• [Exercise]:
If a line of the records contains the word "number", list it.

• [Supplied data]:
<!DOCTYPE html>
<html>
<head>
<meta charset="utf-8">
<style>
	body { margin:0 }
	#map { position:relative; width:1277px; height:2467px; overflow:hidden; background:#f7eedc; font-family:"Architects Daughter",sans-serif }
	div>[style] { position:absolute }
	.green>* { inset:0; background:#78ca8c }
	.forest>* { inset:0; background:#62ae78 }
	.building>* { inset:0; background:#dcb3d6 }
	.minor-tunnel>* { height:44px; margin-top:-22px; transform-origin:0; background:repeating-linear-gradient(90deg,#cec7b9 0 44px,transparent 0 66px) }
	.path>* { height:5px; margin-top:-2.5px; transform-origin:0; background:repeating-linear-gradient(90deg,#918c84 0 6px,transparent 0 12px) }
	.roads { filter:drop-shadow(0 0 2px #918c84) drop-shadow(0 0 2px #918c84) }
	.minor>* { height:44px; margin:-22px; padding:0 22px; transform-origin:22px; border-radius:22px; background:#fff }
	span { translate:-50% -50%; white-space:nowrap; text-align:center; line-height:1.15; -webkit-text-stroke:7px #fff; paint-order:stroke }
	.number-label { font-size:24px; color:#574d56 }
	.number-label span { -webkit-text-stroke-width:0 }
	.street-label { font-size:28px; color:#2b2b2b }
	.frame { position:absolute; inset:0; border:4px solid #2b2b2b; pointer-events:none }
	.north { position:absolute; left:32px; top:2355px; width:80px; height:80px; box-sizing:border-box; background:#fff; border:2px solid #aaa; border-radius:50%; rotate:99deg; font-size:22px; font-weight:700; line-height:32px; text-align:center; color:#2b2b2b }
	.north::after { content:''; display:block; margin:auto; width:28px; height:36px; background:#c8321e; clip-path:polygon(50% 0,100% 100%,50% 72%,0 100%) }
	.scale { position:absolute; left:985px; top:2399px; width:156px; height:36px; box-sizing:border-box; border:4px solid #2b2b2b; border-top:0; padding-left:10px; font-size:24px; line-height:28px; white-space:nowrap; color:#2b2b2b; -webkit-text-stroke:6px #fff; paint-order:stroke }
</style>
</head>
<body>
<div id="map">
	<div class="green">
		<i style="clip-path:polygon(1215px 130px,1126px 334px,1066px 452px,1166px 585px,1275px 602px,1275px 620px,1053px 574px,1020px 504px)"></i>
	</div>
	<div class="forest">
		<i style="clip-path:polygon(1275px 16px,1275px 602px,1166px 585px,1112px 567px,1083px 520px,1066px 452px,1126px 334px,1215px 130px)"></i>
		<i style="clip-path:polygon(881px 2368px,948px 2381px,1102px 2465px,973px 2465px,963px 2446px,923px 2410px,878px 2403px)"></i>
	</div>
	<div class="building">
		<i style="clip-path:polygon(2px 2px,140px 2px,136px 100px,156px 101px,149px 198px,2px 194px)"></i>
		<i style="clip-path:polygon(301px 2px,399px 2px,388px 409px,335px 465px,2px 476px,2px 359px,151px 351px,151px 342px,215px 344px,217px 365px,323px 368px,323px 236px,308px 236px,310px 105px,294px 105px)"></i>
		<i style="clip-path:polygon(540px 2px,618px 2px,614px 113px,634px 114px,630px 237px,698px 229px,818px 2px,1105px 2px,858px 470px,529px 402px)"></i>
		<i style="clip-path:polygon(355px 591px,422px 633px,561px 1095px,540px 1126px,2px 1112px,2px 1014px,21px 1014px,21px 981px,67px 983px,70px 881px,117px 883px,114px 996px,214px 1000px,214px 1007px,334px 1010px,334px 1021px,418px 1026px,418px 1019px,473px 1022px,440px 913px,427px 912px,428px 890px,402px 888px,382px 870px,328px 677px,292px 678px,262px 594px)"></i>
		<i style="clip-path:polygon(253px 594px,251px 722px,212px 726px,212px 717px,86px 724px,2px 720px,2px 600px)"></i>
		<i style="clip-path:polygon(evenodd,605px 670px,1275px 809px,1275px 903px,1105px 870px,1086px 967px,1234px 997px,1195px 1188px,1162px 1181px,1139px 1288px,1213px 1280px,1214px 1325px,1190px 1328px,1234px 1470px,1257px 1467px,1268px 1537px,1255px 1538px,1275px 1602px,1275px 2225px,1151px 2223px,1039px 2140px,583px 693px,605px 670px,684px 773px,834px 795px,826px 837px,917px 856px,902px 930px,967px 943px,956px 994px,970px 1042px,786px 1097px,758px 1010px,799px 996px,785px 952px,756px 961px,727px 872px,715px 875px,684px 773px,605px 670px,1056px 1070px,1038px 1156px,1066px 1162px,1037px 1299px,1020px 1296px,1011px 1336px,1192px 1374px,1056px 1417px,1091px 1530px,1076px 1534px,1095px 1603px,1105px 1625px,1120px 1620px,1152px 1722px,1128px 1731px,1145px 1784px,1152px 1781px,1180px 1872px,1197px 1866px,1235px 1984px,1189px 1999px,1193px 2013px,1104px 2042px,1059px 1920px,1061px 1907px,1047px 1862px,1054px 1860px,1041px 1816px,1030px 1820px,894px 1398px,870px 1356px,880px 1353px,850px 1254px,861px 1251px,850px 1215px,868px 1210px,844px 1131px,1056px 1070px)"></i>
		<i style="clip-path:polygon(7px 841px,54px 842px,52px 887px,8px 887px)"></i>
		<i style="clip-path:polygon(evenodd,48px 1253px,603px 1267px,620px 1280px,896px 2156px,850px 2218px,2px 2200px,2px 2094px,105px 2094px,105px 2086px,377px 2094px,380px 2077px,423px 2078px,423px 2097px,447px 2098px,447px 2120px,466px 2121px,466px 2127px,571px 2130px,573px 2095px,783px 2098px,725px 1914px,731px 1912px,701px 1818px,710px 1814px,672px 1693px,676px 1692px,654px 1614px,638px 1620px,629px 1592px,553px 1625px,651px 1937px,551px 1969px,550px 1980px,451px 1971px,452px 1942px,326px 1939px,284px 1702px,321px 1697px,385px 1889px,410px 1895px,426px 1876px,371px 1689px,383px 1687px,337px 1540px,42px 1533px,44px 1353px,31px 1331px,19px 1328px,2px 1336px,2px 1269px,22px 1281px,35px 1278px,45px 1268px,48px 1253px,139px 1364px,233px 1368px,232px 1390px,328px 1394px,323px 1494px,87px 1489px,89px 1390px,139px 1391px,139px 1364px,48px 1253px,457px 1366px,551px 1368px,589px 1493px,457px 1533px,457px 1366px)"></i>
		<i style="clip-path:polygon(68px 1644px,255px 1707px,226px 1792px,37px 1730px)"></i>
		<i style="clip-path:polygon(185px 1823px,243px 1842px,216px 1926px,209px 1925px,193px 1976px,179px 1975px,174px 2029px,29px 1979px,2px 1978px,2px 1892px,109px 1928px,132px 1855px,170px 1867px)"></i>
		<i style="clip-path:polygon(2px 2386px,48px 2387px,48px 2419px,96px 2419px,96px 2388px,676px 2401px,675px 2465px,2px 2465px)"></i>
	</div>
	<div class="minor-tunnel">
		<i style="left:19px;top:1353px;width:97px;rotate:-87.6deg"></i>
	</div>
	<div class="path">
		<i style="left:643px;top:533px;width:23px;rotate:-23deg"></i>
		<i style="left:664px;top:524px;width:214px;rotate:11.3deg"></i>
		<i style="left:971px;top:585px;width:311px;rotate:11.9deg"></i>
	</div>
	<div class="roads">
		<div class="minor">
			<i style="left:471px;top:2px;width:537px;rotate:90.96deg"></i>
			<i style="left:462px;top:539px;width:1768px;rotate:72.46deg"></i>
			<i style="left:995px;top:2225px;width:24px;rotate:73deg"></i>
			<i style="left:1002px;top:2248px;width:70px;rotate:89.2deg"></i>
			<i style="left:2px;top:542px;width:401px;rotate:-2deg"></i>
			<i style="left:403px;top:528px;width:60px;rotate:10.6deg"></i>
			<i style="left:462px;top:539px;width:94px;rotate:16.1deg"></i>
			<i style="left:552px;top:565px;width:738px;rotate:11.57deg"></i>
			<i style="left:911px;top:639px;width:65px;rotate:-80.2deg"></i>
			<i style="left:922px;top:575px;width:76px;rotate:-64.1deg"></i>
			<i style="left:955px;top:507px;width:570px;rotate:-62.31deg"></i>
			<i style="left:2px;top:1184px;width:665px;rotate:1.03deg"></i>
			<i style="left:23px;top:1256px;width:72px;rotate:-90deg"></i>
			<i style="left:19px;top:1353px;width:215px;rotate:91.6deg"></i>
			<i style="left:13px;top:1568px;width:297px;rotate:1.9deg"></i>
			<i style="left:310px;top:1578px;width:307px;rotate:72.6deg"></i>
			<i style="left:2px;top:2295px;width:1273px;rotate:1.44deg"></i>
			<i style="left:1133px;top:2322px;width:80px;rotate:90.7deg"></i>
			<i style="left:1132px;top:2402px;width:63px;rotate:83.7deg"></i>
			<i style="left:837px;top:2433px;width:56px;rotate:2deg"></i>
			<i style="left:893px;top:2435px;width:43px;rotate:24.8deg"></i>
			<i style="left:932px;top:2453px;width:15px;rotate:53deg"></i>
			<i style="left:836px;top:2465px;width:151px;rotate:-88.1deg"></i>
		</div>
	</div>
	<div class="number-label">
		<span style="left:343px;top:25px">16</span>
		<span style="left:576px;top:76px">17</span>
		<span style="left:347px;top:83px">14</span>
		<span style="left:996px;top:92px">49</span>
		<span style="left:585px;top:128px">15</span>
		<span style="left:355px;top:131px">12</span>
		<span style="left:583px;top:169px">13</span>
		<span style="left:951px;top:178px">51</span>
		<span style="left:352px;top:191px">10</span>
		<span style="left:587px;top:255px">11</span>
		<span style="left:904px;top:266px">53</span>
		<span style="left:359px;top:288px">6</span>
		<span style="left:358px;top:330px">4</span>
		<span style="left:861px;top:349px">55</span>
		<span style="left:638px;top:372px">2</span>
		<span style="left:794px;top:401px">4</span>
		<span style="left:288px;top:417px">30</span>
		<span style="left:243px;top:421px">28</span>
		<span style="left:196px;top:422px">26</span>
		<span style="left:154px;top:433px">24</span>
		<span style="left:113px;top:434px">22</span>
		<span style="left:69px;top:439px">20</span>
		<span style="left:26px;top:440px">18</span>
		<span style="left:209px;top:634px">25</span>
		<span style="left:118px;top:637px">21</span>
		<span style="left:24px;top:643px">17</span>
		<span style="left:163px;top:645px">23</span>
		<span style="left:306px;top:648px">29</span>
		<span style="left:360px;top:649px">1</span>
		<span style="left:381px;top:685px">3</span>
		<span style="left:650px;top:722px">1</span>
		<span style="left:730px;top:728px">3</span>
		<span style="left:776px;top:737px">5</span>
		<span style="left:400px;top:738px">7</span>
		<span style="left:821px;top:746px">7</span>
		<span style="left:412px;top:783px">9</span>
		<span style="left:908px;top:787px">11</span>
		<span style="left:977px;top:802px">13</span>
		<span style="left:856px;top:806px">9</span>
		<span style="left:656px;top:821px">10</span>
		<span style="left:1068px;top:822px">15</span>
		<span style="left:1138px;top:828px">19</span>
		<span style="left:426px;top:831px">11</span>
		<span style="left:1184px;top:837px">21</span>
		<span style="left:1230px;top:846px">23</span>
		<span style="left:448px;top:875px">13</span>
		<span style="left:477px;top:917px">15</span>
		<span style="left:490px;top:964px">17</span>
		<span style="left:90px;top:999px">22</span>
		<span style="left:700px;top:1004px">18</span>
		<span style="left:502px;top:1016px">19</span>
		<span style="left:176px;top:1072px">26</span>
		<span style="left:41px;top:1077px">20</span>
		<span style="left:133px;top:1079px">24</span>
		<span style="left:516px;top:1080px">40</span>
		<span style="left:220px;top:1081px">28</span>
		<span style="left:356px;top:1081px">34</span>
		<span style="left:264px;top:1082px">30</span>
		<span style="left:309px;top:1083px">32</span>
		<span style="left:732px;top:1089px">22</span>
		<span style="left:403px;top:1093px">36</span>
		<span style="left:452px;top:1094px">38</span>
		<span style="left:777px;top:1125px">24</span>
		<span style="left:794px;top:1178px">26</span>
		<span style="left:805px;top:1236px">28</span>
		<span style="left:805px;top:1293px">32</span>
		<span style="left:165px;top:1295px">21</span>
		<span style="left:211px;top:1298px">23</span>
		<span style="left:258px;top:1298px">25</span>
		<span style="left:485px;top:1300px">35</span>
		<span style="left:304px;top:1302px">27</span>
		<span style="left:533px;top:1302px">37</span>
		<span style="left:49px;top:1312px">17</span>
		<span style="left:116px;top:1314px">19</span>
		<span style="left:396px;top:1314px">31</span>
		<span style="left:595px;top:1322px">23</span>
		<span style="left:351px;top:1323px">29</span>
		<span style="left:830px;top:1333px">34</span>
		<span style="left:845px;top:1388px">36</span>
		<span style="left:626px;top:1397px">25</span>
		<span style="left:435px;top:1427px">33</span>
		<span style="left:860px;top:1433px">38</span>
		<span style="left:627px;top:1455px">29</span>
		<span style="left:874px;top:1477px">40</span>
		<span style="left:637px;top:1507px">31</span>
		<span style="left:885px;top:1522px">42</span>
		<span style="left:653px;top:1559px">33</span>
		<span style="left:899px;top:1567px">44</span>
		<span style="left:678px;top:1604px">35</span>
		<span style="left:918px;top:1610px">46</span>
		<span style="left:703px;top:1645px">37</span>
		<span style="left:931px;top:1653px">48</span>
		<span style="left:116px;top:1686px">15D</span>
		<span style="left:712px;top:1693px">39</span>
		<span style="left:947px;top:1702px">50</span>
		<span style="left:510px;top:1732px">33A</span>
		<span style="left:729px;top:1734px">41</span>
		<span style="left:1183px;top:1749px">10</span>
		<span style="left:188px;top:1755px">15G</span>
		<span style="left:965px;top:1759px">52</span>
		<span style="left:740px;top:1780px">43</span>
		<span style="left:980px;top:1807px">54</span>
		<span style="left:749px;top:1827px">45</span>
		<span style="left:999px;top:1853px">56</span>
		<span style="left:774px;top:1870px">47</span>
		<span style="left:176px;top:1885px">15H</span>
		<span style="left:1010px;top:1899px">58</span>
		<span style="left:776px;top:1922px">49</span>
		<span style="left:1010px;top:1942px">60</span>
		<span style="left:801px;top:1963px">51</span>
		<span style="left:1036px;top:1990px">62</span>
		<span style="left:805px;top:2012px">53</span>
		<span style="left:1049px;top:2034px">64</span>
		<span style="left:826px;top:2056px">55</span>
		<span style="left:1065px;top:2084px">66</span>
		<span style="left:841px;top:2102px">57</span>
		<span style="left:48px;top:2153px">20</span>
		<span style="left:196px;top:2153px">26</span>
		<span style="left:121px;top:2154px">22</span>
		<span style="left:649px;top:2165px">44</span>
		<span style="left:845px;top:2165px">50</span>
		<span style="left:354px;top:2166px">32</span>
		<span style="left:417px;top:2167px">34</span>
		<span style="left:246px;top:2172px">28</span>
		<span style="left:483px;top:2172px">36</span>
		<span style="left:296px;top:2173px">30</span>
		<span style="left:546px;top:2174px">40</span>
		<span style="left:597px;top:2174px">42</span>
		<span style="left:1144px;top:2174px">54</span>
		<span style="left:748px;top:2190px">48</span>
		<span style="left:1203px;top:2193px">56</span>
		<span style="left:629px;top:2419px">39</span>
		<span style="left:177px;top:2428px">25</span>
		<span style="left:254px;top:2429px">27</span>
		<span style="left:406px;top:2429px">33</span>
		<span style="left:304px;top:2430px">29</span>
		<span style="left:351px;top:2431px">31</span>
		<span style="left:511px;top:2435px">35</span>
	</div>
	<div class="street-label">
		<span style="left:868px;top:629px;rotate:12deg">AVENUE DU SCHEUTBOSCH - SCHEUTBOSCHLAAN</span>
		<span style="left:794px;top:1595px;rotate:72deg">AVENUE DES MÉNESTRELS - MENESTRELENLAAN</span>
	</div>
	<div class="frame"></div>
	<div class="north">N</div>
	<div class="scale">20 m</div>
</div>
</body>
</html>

• [Answer section]:
	.number-label { font-size:24px; color:#574d56 }
	.number-label span { -webkit-text-stroke-width:0 }
	<div class="number-label">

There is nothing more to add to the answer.